> **What the task requires**
Find and return every line of the data that contains the word "numbered".

> **Provided records**
+-------+

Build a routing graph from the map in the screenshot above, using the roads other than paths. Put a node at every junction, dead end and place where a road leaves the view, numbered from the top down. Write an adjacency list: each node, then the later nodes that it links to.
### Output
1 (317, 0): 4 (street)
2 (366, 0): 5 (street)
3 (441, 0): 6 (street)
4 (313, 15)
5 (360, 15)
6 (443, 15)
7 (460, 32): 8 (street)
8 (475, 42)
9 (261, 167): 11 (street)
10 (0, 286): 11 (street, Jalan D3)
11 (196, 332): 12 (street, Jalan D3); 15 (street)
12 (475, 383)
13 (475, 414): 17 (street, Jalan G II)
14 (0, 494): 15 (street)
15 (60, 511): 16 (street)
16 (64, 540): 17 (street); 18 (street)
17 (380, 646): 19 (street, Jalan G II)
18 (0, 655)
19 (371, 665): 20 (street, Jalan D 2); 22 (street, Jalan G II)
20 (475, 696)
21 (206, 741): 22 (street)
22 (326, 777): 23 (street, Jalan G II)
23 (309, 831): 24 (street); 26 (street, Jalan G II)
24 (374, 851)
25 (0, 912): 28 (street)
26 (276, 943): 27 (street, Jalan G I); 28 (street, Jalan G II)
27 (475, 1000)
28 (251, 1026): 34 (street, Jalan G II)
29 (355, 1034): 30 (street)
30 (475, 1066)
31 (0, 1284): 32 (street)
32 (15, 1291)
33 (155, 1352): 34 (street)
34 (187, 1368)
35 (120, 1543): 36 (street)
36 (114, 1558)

+-------+

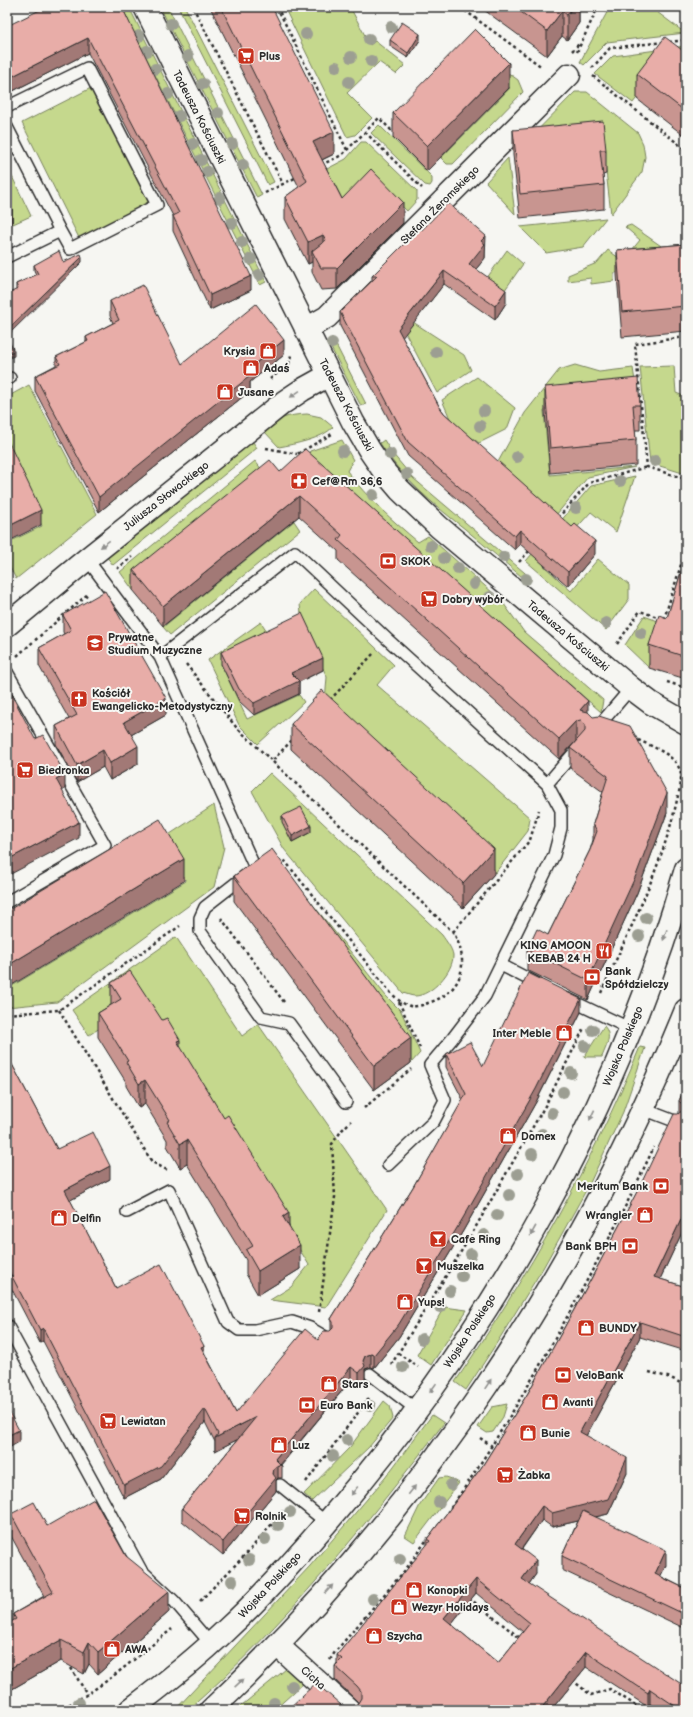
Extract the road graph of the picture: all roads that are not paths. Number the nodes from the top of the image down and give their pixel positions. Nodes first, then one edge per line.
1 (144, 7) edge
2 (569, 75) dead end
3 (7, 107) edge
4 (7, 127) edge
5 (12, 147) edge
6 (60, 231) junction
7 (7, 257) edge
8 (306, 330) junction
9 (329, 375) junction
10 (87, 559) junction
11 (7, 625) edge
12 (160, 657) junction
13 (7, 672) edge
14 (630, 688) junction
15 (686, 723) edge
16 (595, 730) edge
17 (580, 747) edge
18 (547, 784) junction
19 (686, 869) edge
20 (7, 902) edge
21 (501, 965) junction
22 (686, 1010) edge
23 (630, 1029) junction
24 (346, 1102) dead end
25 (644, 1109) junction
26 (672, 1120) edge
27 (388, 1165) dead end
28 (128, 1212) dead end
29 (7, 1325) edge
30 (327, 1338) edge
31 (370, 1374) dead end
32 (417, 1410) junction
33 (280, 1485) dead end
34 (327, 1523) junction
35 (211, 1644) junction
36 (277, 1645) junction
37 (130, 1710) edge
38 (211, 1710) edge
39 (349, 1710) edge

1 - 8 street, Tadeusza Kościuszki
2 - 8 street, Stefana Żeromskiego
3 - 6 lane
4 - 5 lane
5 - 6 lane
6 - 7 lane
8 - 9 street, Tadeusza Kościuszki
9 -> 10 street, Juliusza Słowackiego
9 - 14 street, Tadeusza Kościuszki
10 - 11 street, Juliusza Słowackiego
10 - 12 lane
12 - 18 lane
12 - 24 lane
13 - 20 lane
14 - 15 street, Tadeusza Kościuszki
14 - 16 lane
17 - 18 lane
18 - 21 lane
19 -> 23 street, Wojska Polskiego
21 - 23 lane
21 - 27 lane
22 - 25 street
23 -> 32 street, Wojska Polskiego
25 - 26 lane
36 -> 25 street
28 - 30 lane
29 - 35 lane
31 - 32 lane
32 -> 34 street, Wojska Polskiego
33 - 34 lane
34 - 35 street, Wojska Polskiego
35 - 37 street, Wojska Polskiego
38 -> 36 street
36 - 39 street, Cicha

+-------+

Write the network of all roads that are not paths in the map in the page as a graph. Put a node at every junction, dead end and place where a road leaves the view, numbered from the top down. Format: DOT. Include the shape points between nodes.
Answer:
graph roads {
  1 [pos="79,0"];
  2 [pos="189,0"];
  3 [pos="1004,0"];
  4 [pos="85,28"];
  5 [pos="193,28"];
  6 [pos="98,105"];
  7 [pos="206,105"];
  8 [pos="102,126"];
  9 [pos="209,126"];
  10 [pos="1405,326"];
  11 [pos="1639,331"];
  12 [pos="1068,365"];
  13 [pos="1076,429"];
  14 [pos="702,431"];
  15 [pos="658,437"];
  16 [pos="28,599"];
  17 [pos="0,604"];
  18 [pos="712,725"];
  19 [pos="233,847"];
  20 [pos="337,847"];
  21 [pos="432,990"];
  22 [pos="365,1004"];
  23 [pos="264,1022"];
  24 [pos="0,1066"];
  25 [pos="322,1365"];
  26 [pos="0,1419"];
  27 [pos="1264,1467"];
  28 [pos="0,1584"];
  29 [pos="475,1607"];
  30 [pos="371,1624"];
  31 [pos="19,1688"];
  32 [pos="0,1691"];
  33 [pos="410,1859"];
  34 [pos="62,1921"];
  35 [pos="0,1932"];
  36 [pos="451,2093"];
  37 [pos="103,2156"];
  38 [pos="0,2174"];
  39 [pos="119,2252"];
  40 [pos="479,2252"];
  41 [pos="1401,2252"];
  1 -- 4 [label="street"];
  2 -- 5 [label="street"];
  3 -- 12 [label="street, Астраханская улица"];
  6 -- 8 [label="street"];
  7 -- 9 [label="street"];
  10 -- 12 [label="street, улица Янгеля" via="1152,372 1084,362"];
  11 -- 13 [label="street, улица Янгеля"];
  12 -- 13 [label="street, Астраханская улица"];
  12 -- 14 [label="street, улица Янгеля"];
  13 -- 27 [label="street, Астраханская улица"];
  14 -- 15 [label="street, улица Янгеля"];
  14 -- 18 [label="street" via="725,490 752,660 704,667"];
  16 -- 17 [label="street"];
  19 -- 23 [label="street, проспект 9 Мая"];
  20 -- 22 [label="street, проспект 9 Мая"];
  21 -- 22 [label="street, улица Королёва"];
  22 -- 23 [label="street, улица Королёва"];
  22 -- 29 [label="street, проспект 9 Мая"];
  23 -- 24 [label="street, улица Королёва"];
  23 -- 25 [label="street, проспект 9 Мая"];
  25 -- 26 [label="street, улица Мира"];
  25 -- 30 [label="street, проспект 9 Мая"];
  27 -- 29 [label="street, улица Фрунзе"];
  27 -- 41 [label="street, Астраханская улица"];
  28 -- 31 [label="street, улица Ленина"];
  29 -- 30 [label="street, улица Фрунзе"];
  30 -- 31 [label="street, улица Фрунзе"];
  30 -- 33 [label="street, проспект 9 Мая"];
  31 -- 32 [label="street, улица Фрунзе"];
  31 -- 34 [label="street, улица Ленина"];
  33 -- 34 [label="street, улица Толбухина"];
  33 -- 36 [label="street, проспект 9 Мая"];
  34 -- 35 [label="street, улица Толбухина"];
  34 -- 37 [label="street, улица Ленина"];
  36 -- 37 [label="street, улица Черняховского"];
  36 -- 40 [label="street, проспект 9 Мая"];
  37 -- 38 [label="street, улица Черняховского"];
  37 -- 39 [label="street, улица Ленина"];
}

+-------+

> **Task solution**
Build a routing graph from the map in the screenshot above, using the roads other than paths. Put a node at every junction, dead end and place where a road leaves the view, numbered from the top down. Write an adjacency list: each node, then the later nodes that it links to.
Write the network of all roads that are not paths in the map in the page as a graph. Put a node at every junction, dead end and place where a road leaves the view, numbered from the top down. Format: DOT. Include the shape points between nodes.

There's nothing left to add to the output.